INDIANAPOLIS — The Indiana Pacers changed lineups, moved the ball and forced turnovers.

By doing all that differently, they looked like a different team.

George Hill and Ian Mahinmi each scored 22 points, Paul George added 19 and the Pacers bounced back from an embarrassing home loss two days earlier to rout the Toronto Raptors 100-83 on Saturday and even the first-round playoff series at 2-2.

“This is how I wanted us to respond to the Game 3 loss,” George said. “I thought we were very attentive and focused on evening this series up.”

The turnaround from 48 hours earlier was remarkable.

Indiana found the passion and energy it was missing Thursday, defended aggressively and won the rebounding battle for the first time in the best-of-seven series.

Hill missed only two shots, both 3-pointers.
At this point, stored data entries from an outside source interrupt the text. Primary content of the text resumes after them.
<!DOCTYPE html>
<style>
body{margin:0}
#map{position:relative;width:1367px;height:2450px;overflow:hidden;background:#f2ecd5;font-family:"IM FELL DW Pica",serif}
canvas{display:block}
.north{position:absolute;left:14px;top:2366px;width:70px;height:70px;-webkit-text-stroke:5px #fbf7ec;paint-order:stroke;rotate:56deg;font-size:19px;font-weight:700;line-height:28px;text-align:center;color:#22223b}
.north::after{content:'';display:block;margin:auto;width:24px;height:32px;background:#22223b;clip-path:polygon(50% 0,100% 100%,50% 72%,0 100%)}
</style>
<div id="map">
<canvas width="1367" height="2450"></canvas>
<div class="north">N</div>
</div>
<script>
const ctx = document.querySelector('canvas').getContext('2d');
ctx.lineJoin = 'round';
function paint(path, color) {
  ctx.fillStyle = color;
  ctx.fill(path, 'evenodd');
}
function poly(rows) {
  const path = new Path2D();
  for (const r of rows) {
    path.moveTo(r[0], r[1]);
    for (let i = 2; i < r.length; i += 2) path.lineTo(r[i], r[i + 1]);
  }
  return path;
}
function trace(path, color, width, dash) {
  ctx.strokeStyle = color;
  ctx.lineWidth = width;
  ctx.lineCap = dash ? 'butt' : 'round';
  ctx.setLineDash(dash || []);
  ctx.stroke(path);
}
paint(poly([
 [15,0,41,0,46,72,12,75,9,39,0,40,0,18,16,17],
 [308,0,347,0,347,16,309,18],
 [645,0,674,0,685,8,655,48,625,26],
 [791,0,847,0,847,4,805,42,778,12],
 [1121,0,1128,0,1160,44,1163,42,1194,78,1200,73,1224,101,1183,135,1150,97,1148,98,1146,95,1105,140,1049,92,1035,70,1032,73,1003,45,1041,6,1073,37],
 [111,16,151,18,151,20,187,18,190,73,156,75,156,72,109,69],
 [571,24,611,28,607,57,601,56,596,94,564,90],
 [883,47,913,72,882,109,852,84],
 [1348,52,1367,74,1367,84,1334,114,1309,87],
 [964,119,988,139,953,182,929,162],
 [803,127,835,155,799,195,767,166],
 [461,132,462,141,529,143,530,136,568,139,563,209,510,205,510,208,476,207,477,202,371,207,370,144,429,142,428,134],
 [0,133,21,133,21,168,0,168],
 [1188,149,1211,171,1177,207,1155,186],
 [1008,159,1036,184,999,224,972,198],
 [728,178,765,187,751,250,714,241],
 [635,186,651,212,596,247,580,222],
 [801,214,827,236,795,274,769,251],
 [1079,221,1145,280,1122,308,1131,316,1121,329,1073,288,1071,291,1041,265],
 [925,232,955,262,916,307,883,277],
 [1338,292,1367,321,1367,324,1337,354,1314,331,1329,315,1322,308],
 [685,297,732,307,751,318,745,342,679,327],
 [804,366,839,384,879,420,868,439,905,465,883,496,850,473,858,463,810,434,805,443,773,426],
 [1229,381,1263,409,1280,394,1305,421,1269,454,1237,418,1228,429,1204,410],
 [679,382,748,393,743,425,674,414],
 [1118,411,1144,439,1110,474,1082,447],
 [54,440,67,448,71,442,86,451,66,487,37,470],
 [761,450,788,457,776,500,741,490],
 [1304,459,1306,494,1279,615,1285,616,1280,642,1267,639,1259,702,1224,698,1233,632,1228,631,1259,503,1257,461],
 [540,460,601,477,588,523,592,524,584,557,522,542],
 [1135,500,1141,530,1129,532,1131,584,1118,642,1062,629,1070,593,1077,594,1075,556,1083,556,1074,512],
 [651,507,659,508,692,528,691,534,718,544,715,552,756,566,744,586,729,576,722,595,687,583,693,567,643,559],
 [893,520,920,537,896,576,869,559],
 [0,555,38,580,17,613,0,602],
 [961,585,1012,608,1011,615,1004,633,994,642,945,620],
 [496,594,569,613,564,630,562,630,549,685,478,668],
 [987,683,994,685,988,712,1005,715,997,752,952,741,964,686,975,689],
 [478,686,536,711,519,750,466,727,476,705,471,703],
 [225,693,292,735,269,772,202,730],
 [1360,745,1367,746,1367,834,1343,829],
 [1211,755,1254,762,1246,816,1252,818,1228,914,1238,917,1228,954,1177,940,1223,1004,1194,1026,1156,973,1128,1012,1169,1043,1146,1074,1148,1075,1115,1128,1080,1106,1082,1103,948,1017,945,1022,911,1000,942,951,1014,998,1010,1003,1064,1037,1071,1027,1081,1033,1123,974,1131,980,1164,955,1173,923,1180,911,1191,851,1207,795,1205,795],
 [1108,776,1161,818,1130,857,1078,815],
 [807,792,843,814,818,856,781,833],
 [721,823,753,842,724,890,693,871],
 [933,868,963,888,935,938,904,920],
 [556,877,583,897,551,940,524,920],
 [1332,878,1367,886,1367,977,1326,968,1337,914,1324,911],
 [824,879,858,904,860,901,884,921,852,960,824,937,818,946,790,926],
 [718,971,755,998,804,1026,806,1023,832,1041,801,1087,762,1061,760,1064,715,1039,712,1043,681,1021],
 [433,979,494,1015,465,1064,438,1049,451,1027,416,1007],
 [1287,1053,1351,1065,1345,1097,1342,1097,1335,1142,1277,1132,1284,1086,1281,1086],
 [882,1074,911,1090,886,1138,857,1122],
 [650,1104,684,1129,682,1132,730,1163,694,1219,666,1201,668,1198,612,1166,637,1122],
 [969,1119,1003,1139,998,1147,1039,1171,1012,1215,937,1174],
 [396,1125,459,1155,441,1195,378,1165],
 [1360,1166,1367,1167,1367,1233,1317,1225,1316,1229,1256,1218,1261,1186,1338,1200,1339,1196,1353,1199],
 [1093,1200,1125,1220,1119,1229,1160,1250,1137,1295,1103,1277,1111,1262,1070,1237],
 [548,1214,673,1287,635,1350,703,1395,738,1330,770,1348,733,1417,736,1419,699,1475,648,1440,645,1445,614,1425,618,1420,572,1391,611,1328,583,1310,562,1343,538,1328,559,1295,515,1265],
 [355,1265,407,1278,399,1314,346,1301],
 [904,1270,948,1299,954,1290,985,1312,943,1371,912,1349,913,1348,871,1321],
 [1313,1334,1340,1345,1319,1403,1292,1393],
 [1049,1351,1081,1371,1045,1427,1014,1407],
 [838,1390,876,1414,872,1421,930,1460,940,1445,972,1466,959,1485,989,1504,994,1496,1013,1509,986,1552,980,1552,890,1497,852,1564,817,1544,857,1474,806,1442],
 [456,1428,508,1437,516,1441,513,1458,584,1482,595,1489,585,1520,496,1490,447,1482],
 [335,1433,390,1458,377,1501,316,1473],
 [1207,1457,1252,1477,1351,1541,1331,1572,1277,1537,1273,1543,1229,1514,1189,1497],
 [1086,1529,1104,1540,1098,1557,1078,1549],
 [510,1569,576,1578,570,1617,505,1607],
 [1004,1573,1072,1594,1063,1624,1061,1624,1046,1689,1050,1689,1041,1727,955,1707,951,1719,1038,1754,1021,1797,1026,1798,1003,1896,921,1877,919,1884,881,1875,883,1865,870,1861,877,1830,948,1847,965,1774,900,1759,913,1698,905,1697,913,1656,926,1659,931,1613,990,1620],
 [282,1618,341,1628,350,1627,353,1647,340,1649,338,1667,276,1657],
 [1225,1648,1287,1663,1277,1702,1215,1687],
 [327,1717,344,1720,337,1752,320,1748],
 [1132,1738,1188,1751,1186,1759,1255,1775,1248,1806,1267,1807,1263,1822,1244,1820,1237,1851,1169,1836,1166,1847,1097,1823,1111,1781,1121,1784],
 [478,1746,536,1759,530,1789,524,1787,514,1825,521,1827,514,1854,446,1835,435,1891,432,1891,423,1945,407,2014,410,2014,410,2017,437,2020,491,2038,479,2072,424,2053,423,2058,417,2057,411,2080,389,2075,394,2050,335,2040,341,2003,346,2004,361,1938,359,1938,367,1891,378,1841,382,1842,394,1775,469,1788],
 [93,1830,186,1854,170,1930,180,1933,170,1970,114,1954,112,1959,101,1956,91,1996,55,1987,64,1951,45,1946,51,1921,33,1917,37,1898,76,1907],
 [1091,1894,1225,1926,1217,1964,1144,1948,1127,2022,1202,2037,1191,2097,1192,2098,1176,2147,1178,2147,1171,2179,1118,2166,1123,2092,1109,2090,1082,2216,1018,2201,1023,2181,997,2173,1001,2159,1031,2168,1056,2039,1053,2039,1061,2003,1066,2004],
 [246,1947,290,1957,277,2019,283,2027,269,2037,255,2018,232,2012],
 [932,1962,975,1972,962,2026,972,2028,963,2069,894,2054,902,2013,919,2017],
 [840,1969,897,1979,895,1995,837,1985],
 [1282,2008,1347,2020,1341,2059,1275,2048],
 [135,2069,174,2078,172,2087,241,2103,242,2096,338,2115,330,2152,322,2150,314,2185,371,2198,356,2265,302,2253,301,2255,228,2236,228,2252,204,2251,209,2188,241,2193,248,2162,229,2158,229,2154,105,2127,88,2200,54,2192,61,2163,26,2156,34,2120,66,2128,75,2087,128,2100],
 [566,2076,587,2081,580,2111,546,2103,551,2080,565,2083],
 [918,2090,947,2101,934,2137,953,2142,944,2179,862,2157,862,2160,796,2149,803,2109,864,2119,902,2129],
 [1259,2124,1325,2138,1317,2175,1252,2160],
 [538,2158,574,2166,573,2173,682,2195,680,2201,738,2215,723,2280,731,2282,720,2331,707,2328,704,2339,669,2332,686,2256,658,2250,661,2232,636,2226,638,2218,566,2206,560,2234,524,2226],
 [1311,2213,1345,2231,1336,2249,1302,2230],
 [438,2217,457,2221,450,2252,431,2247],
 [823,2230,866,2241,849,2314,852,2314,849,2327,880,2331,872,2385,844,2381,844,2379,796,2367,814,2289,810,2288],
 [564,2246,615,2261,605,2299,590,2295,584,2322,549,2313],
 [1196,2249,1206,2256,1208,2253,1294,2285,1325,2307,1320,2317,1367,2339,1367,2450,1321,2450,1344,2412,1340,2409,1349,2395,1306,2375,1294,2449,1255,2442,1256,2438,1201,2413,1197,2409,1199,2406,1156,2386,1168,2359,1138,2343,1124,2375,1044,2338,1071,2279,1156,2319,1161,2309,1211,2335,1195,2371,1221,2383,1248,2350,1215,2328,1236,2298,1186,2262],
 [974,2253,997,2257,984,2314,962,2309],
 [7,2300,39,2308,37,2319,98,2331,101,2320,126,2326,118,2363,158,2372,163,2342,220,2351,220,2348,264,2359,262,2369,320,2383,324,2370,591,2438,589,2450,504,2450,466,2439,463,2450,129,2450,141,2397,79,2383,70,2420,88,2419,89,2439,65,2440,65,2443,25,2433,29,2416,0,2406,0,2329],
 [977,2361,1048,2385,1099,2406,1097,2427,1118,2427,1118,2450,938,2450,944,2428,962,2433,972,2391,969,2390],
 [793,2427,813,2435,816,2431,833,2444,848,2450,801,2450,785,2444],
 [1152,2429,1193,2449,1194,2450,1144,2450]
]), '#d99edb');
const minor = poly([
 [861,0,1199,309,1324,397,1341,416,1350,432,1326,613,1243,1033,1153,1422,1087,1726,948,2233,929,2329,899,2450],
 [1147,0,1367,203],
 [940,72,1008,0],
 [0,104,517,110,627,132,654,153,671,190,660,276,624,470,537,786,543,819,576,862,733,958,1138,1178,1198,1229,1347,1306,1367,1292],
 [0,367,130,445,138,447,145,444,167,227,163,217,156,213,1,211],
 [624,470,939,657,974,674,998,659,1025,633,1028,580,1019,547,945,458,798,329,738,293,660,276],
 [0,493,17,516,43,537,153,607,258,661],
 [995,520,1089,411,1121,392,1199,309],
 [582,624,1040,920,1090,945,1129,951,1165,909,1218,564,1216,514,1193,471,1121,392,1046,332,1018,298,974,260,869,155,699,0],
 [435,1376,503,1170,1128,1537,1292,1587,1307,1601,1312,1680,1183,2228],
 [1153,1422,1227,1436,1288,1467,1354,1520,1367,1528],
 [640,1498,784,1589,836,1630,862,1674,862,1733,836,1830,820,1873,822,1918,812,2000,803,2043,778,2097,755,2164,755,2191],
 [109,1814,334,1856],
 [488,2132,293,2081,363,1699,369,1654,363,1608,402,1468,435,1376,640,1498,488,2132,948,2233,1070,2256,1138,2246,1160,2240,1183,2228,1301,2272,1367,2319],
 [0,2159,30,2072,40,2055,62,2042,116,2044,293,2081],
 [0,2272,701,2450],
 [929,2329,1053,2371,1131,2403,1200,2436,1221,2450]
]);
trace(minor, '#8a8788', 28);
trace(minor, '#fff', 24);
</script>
Mahinmi had a career-high scoring total, while his 10 rebounds and five assists were both playoff career bests.

The Pacers forced as many turnovers in the first 20 minutes as they had in all of Game 3, and they made five of their first seven 3s — more than enough to help pull away on a night that a large, loud Raptors crowd infiltrated the Pacers’ home arena.

Now, Indiana will head back to Toronto seeking a similar performance in Game 5 on Tuesday.

“Right from the start, we were playing for each other,” coach Frank Vogel said. “The man with the basketball was thinking pass and everyone else was being aggressive spacing, cutting and rolling, much better job sharing it and protecting it.”

Toronto’s playoff demons also returned.

While Jonas Valanciunas led the Raptors with 16 points, he finished with a series-low six rebounds. Kyle Lowry and DeMarre Carroll each scored 12.

Lowry fouled out with 4:41 to play and DeMar DeRozan continued to struggle, finished with eight points and failing to attempt a free throw for the second time in this week and the third time all season. The two All-Star guards were a combined 8 of 27 from the field and 0 for 7 on 3s.

“We’ve got to learn from tonight and we’ve got to get better,” Lowry said. “That’s the one thing we’ve done all year is we’ve always come back and gotten better.”

Indiana scored the first seven points, took control with a 3-point spree late in the first quarter and led by as much as 25 in the first half. Toronto, which never led or tied the score, cut it to 57-42 at halftime, but couldn’t got closer than 11 in the second half.